[Start of Attachment]

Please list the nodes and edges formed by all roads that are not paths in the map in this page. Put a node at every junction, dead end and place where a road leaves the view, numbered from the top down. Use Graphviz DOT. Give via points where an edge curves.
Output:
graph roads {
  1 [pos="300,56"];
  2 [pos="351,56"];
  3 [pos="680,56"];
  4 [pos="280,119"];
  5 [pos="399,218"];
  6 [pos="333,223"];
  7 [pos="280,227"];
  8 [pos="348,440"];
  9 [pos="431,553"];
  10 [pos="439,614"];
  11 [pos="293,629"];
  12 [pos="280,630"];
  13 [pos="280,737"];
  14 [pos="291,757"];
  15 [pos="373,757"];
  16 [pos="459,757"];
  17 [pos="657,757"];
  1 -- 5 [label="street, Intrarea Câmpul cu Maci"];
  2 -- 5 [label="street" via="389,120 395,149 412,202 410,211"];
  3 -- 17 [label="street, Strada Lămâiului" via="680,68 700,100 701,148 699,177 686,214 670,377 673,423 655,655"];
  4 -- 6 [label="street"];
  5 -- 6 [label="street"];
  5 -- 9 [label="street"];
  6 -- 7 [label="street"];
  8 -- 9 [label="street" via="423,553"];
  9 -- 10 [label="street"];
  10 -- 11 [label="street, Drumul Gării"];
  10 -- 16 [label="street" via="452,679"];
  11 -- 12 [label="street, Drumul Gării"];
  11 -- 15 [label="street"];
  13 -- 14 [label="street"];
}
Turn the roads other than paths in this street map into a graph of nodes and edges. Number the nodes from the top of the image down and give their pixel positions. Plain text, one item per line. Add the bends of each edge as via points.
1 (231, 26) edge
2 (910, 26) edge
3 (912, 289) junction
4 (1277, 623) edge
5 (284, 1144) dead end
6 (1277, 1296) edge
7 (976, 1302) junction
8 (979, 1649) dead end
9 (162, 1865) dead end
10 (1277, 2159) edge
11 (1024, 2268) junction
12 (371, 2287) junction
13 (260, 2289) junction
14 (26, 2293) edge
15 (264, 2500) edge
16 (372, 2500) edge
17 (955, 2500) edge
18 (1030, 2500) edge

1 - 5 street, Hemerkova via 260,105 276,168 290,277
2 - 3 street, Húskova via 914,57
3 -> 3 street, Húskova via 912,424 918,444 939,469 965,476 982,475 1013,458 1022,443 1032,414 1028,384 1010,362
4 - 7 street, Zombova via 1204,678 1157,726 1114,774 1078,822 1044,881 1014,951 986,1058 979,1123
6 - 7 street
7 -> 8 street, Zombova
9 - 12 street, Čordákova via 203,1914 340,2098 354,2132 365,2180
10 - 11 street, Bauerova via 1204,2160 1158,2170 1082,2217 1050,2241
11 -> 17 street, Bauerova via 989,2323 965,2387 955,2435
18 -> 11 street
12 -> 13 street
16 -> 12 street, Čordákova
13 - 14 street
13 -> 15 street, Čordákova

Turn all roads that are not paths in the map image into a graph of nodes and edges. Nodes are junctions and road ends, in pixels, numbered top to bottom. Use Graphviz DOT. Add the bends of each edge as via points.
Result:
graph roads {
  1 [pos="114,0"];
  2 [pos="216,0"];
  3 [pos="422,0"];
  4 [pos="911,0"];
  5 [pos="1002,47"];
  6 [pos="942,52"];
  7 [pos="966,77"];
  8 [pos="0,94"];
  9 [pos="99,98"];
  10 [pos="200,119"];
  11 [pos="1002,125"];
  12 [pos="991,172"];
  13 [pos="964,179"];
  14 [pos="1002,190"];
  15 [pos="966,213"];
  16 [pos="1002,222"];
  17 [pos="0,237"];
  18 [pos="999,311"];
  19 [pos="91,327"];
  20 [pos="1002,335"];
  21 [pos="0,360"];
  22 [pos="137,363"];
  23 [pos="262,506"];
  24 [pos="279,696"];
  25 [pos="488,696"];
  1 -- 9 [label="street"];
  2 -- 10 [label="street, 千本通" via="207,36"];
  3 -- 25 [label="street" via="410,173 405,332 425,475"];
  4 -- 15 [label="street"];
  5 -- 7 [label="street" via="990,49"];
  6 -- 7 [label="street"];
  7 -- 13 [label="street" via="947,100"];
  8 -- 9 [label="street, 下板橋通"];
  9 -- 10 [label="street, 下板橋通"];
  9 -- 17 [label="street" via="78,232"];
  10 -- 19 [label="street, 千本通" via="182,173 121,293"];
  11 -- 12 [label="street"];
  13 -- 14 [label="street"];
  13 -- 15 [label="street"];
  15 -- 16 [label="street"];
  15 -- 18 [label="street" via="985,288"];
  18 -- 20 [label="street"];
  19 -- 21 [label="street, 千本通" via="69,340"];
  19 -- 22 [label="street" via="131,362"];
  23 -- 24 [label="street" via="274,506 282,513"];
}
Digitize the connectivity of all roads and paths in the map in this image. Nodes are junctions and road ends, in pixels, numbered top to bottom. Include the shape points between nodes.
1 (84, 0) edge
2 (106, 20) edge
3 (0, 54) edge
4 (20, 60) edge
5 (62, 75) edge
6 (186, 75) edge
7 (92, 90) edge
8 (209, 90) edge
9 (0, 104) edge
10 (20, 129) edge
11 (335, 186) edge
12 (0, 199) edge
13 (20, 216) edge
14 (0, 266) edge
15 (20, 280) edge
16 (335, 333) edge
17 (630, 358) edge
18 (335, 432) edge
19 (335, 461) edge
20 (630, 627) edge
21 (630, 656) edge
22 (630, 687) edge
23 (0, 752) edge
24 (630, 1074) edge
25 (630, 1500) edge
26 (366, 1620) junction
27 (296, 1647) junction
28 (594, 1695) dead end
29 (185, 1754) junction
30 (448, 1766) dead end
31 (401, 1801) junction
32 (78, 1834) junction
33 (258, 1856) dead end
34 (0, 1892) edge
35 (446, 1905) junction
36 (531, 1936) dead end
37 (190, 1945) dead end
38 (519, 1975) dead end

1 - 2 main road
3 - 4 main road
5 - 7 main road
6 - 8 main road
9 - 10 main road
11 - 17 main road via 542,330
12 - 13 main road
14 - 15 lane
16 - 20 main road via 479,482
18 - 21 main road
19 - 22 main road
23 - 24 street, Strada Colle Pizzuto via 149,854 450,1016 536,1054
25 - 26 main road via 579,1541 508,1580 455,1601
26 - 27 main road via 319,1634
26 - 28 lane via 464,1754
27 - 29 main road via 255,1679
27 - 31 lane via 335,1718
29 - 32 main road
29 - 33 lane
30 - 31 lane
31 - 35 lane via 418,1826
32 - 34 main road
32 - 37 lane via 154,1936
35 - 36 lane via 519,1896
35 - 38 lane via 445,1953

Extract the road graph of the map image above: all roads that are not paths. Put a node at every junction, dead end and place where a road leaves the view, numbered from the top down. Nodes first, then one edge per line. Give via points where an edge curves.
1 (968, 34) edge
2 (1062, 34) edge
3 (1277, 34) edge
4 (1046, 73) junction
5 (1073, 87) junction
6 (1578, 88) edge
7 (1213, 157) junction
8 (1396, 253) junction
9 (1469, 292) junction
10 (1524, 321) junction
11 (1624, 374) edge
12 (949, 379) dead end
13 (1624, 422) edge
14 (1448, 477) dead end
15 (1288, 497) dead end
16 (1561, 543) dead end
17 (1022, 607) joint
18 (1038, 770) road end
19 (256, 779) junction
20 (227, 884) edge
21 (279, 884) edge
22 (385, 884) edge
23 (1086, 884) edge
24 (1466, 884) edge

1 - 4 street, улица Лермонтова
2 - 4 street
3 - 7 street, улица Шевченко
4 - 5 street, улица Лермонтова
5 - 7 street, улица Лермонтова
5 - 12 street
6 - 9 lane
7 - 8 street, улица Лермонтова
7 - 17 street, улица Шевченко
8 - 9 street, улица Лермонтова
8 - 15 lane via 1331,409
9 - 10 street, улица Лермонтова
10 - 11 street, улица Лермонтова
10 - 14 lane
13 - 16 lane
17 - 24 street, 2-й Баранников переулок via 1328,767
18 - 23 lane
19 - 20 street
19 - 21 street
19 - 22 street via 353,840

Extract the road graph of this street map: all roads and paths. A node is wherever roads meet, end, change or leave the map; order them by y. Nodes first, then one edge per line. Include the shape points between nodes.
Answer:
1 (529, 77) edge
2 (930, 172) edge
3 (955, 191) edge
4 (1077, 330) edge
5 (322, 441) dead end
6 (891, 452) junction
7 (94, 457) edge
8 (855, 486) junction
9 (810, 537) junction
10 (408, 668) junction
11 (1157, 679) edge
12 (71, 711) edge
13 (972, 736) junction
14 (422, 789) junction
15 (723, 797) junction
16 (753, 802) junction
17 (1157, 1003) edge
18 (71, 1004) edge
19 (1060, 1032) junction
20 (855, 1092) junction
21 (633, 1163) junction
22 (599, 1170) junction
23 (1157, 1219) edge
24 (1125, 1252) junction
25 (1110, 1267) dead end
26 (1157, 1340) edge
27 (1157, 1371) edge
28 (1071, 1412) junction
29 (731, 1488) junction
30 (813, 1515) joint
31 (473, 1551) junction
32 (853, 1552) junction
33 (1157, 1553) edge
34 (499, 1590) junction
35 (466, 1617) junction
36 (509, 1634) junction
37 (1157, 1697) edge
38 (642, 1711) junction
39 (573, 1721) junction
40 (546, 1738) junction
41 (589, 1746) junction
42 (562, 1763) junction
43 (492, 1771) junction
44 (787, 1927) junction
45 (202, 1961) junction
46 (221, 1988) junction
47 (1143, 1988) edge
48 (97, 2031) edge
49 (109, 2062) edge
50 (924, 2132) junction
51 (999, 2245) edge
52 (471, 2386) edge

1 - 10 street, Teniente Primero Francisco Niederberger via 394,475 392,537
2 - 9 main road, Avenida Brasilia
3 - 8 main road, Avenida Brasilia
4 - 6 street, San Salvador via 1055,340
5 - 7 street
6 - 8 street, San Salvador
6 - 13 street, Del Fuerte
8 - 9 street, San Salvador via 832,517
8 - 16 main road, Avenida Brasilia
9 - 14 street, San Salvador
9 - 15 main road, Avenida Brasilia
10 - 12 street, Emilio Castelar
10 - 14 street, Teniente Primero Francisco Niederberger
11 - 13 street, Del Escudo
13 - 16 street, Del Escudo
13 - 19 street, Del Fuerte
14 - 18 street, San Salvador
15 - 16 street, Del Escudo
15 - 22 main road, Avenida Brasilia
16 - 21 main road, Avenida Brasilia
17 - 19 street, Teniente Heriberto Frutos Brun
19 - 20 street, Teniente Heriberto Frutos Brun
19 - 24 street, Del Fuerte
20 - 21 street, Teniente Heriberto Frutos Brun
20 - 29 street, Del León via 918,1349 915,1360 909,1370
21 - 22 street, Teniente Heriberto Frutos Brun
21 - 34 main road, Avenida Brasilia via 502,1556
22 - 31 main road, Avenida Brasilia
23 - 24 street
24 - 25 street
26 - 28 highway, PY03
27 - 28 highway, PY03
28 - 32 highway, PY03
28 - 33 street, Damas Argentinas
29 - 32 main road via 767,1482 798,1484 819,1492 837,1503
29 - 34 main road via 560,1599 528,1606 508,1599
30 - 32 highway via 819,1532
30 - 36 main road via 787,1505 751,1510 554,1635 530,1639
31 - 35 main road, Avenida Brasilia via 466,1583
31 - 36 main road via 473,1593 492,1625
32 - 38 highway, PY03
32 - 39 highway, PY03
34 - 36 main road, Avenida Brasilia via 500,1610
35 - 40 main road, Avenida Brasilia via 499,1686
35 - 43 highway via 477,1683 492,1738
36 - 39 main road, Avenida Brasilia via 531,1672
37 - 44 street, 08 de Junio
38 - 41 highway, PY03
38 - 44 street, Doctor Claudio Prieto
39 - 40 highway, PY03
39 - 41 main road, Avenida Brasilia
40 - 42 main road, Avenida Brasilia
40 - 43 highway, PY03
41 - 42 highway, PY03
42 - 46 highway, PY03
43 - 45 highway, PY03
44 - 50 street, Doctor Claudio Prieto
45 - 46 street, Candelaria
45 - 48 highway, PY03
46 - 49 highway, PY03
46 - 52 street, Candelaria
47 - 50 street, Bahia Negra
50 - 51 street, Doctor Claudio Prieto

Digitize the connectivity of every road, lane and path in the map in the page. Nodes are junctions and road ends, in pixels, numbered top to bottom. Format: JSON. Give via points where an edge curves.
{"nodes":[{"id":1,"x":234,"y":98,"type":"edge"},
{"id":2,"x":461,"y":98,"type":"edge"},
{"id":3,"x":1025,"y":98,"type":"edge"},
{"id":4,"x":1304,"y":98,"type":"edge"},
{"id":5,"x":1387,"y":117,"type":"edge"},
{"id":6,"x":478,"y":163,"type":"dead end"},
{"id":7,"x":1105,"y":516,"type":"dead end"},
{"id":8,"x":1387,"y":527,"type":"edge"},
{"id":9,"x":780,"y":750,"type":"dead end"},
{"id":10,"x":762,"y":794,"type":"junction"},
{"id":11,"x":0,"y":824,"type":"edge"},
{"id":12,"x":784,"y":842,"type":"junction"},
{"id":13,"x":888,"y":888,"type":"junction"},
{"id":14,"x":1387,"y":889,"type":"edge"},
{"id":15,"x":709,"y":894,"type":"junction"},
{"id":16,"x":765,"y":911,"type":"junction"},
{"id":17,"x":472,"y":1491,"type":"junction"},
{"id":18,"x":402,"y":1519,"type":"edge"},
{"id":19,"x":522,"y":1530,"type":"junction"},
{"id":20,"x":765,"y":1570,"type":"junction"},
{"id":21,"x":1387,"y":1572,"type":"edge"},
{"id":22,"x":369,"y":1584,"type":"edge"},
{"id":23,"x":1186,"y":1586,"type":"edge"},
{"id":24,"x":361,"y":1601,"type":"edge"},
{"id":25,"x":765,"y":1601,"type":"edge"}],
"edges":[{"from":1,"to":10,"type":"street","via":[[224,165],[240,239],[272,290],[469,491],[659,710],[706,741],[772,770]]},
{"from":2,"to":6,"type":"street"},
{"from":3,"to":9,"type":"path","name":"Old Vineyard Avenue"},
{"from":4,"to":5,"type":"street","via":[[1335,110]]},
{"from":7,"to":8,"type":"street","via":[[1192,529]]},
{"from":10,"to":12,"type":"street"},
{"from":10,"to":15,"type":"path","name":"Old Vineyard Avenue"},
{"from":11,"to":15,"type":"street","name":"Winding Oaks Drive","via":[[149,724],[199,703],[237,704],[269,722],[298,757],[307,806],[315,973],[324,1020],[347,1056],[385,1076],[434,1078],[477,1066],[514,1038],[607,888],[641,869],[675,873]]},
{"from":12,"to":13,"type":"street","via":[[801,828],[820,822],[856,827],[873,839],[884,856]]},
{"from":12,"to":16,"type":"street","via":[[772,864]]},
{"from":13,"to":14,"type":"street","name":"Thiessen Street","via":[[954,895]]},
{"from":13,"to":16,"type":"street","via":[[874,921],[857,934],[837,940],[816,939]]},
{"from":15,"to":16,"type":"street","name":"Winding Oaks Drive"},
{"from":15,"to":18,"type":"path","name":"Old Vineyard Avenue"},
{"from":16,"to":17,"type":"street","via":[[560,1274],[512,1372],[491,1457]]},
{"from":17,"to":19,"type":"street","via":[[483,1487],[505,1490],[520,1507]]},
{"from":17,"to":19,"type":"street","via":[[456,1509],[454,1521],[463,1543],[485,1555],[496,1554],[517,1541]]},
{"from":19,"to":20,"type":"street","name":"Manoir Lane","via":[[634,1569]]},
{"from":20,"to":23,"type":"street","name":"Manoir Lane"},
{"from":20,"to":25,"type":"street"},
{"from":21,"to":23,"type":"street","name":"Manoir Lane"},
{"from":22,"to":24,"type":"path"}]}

[End of Attachment]

When a line in the data holds the word "Digitize", show that line.

Digitize the connectivity of all roads and paths in the map in this image. Nodes are junctions and road ends, in pixels, numbered top to bottom. Include the shape points between nodes.
Digitize the connectivity of every road, lane and path in the map in the page. Nodes are junctions and road ends, in pixels, numbered top to bottom. Format: JSON. Give via points where an edge curves.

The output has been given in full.